A delegation from Paris Saint-Germain was in Switzerland on Thursday to explain the club’s structures to a UEFA committee overseeing the implementation of financial fair play rules in football.
PSG president Nasser Al-Khelaifi led the three-man group who assisted the informal meeting at the headquarters of European football’s governing body in Nyon.
Financial fair play guidelines are designed to stop clubs spending more money than they earn. UEFA plans to examine projected budgets for next season before ruling in the spring on whether they comply with the new regulations.
PSG, owned by Qatar Sports Investments (QSI), envisage having a budget of 430 million euros next season, according to L’Equipe.
The French champions’ revenues have increased by 300 percent since the Qatari group took over the club in June 2011.

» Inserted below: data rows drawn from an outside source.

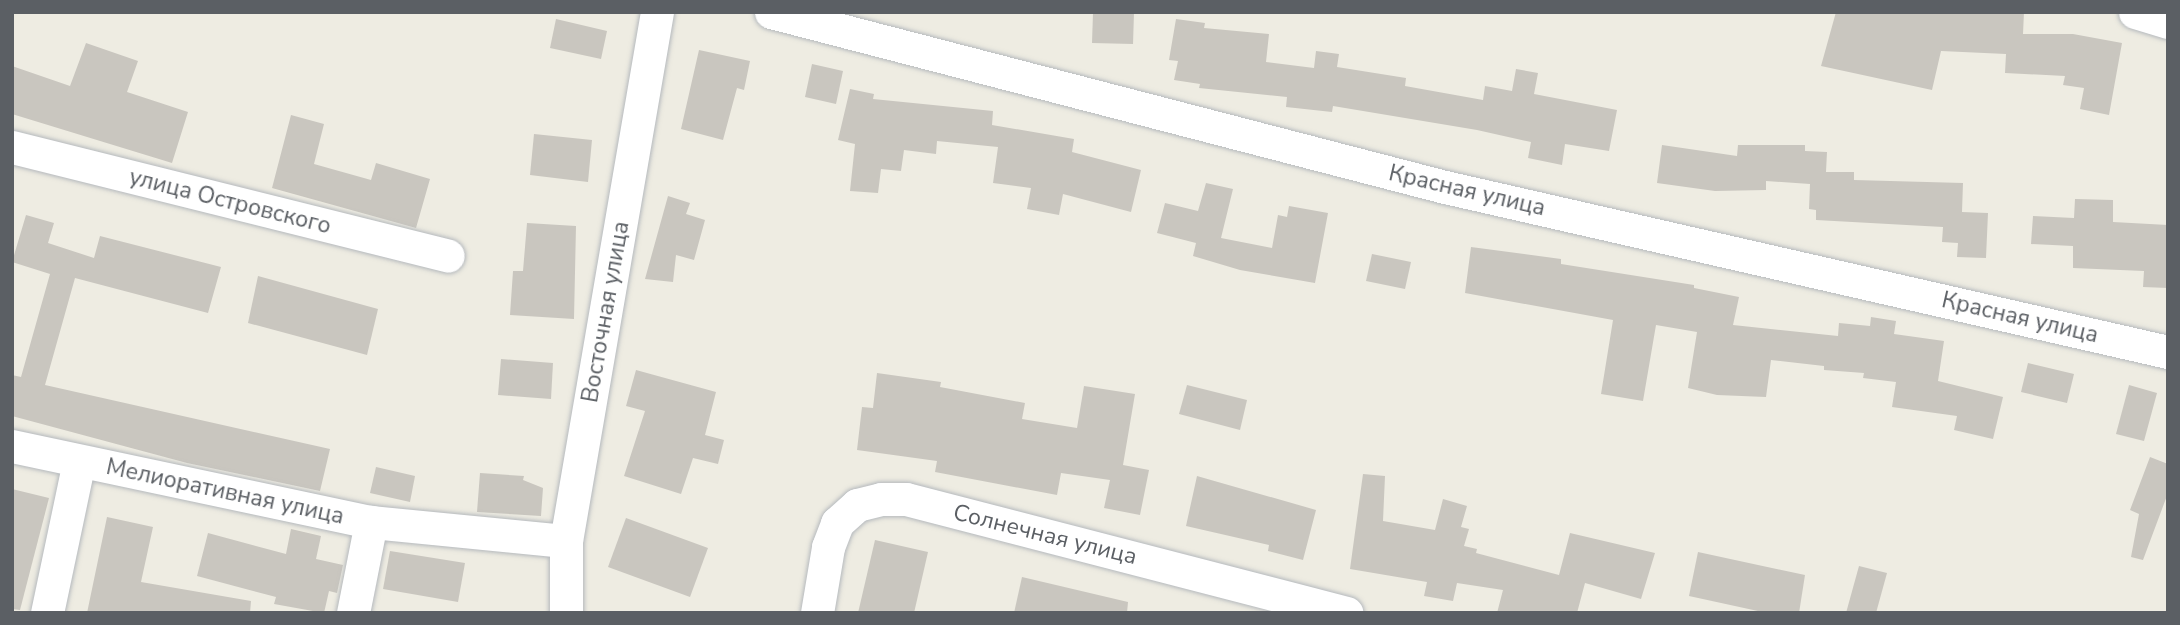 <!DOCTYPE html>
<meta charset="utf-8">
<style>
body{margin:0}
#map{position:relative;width:2180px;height:625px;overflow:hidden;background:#eeece2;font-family:"Nunito Sans",sans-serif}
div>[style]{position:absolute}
.building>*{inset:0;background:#c9c6bf}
.roads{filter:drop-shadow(0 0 2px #b5b9bd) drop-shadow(0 0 2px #b5b9bd)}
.minor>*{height:33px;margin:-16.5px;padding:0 16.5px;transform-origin:16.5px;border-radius:16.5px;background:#fff}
span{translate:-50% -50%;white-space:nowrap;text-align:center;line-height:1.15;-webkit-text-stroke:6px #fff;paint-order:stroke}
.street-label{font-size:23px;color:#5b5f64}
.frame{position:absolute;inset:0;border:14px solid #5b5f64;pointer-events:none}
</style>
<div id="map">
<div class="building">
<i style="clip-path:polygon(1134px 12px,1133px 44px,1092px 43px,1093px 13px)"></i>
<i style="clip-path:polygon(1836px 12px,2024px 12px,2023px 34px,2073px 34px,2122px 43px,2109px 115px,2080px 109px,2084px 88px,2063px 85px,2065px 76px,2005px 73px,2006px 54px,1941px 51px,1932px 90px,1821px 66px)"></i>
<i style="clip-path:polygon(556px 19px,607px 31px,601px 59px,550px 48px)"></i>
<i style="clip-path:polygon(1176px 19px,1205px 23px,1204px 28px,1269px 34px,1266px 62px,1314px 68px,1316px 51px,1339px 54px,1337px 67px,1406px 78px,1405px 86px,1483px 100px,1485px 86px,1512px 91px,1516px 69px,1538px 73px,1534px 94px,1617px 110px,1609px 151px,1565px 144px,1562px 165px,1528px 158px,1531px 142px,1477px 130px,1333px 106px,1332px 112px,1286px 107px,1287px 97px,1199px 88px,1200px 84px,1174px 80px,1178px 61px,1169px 60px)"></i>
<i style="clip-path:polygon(86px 43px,138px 61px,127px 92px,188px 112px,172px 163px,12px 114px,12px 66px,70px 86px)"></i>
<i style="clip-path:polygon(699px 50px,750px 61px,744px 90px,737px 88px,723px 140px,681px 129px)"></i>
<i style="clip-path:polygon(812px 64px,843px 71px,836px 104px,805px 97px)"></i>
<i style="clip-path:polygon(850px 89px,874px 94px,873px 99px,993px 111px,992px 125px,1074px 139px,1072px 152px,1141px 170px,1131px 212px,1063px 194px,1059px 215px,1027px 209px,1031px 188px,993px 183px,998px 147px,937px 141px,936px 154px,904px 150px,901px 171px,881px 169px,878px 193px,850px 191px,855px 144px,838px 140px)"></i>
<i style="clip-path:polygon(291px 115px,324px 124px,314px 164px,371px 180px,376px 163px,430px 179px,416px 228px,272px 188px)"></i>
<i style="clip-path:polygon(534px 134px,592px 140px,588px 182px,530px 175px)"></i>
<i style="clip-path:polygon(1662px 145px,1737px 156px,1738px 145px,1805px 145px,1805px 151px,1827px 152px,1826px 172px,1854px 172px,1854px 180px,1963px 183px,1962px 212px,1988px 213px,1986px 258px,1957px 257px,1958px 243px,1942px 242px,1943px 227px,1816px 220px,1816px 210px,1809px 209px,1810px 184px,1766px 181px,1766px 190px,1715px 191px,1657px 183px)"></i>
<i style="clip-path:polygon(1206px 183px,1233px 189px,1221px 238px,1272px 248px,1278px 215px,1287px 217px,1289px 206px,1328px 213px,1315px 283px,1240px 270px,1193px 256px,1196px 243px,1157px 233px,1165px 203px,1198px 211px)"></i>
<i style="clip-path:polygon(668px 196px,690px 203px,686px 214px,705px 220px,694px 260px,676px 255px,673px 282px,645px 279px)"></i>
<i style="clip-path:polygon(2075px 199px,2113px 200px,2113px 222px,2168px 225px,2168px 288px,2143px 287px,2144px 271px,2073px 268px,2073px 246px,2031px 244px,2033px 216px,2074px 218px)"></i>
<i style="clip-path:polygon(26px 215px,54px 223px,48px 243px,94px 258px,100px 236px,221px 267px,208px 313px,75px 278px,45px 385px,330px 449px,320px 491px,187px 463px,12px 416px,12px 375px,21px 377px,50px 274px,12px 262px)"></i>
<i style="clip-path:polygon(527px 223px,576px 226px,574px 319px,510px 315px,513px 271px,523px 271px)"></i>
<i style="clip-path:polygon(1471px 247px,1561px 259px,1561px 264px,1694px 285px,1694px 288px,1739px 297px,1733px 325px,1838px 336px,1839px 323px,1870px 326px,1871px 317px,1896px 321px,1894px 334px,1944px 341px,1938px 381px,2003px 397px,1993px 439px,1954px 430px,1957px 416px,1892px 407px,1896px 382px,1863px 378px,1864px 373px,1824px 370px,1824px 366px,1771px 360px,1766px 397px,1717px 395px,1688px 388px,1697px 332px,1656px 325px,1643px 401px,1601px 394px,1613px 320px,1465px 293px)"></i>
<i style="clip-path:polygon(1372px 254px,1411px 262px,1405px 289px,1366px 281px)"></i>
<i style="clip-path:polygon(258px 276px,378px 309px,367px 355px,248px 323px)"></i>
<i style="clip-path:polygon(501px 359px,553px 363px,551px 399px,498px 395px)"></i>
<i style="clip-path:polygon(2028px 363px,2074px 374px,2067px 403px,2021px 392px)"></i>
<i style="clip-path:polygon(636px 370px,716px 392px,705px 435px,724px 440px,718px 464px,693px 458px,681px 494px,624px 476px,645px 411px,626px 406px)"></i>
<i style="clip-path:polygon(877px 373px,941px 382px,940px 387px,1025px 403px,1022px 419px,1077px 428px,1084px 386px,1135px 394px,1123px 465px,1149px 470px,1140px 515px,1104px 508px,1110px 480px,1061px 473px,1057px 495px,935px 472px,937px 461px,857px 450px,862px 407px,873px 408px)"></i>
<i style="clip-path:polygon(1187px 385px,1247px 400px,1240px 430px,1179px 414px)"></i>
<i style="clip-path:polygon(2129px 385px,2157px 393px,2144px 441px,2116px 434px)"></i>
<i style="clip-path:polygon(2150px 457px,2168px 464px,2168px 493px,2143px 560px,2131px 557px,2139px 514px,2130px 510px)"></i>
<i style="clip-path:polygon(376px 467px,415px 476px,410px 502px,370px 493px)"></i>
<i style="clip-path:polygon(480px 473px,524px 476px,523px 480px,543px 488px,541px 516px,477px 512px)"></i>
<i style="clip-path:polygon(1363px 474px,1385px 476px,1383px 521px,1435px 530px,1443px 499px,1467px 506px,1461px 527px,1469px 529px,1464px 546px,1477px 549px,1476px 553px,1559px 575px,1570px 533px,1655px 553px,1641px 599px,1585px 583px,1577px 613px,1497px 613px,1503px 590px,1457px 583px,1453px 601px,1424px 596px,1427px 582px,1350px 569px)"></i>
<i style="clip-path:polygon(1197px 476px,1316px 510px,1303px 560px,1268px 551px,1269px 545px,1186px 526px)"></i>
<i style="clip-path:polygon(12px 489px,49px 498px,20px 610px,12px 609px)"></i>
<i style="clip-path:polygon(107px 517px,153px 527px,141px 582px,251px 601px,250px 613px,87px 613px)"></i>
<i style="clip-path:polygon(626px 518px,708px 548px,690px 597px,608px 567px)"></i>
<i style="clip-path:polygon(291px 529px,321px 536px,316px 559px,343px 565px,337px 593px,329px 591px,324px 613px,274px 604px,276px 597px,197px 576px,208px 533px,286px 554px)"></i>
<i style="clip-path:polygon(875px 540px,928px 552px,914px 613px,858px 613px)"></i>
<i style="clip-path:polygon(390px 551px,465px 563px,458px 602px,383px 589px)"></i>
<i style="clip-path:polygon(1698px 552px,1805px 575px,1799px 613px,1767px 613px,1689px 596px)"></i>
<i style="clip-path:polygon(1859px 566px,1887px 573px,1876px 613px,1846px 613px)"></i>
<i style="clip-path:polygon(1022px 577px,1128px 602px,1127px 613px,1014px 613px)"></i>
</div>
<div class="roads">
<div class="minor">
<i style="left:771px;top:12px;width:696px;rotate:14.56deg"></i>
<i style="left:1445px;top:187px;width:742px;rotate:12.86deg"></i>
<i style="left:2135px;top:12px;width:34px;rotate:17deg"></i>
<i style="left:12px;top:147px;width:449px;rotate:14deg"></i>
<i style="left:12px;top:446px;width:367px;rotate:12deg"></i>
<i style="left:371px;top:522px;width:196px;rotate:5.6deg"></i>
<i style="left:47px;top:613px;width:155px;rotate:-78.1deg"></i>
<i style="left:353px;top:613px;width:93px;rotate:-78.8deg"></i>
<i style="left:566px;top:613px;width:72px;rotate:-90deg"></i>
<i style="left:566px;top:541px;width:537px;rotate:-80.24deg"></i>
<i style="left:817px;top:613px;width:67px;rotate:-80.5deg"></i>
<i style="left:828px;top:547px;width:26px;rotate:-69deg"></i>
<i style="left:837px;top:523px;width:27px;rotate:-42deg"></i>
<i style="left:857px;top:505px;width:25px;rotate:-14deg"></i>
<i style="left:881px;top:499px;width:25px"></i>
<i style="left:906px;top:499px;width:455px;rotate:14.5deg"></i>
</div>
</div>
<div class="street-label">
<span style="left:1467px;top:191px;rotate:13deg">Красная улица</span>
<span style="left:230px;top:202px;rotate:14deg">улица Островского</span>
<span style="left:606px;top:312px;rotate:-80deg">Восточная улица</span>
<span style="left:2020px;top:318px;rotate:13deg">Красная улица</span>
<span style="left:225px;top:492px;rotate:12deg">Мелиоративная улица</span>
<span style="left:1045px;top:535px;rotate:14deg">Солнечная улица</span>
</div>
<div class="frame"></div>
</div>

To meet spiralling costs, PSG have secured some lucrative sponsorship deals. None is more eye-catching, however, than the agreement with the Qatar Tourism Authority (QTA), which guarantees the club between 150-200 million euros per season.
That deal has already proved unpopular with other clubs around Europe and, according to L’Equipe and RMC, UEFA will investigate whether the sum paid is justifiable according to its financial fair play guidelines.
If UEFA was to rule that the contract was unnecessarily worth more than the market value, PSG would have to find another source of revenue.
But the Ligue 1 club argue that QSI and the QTA are completely separate entities.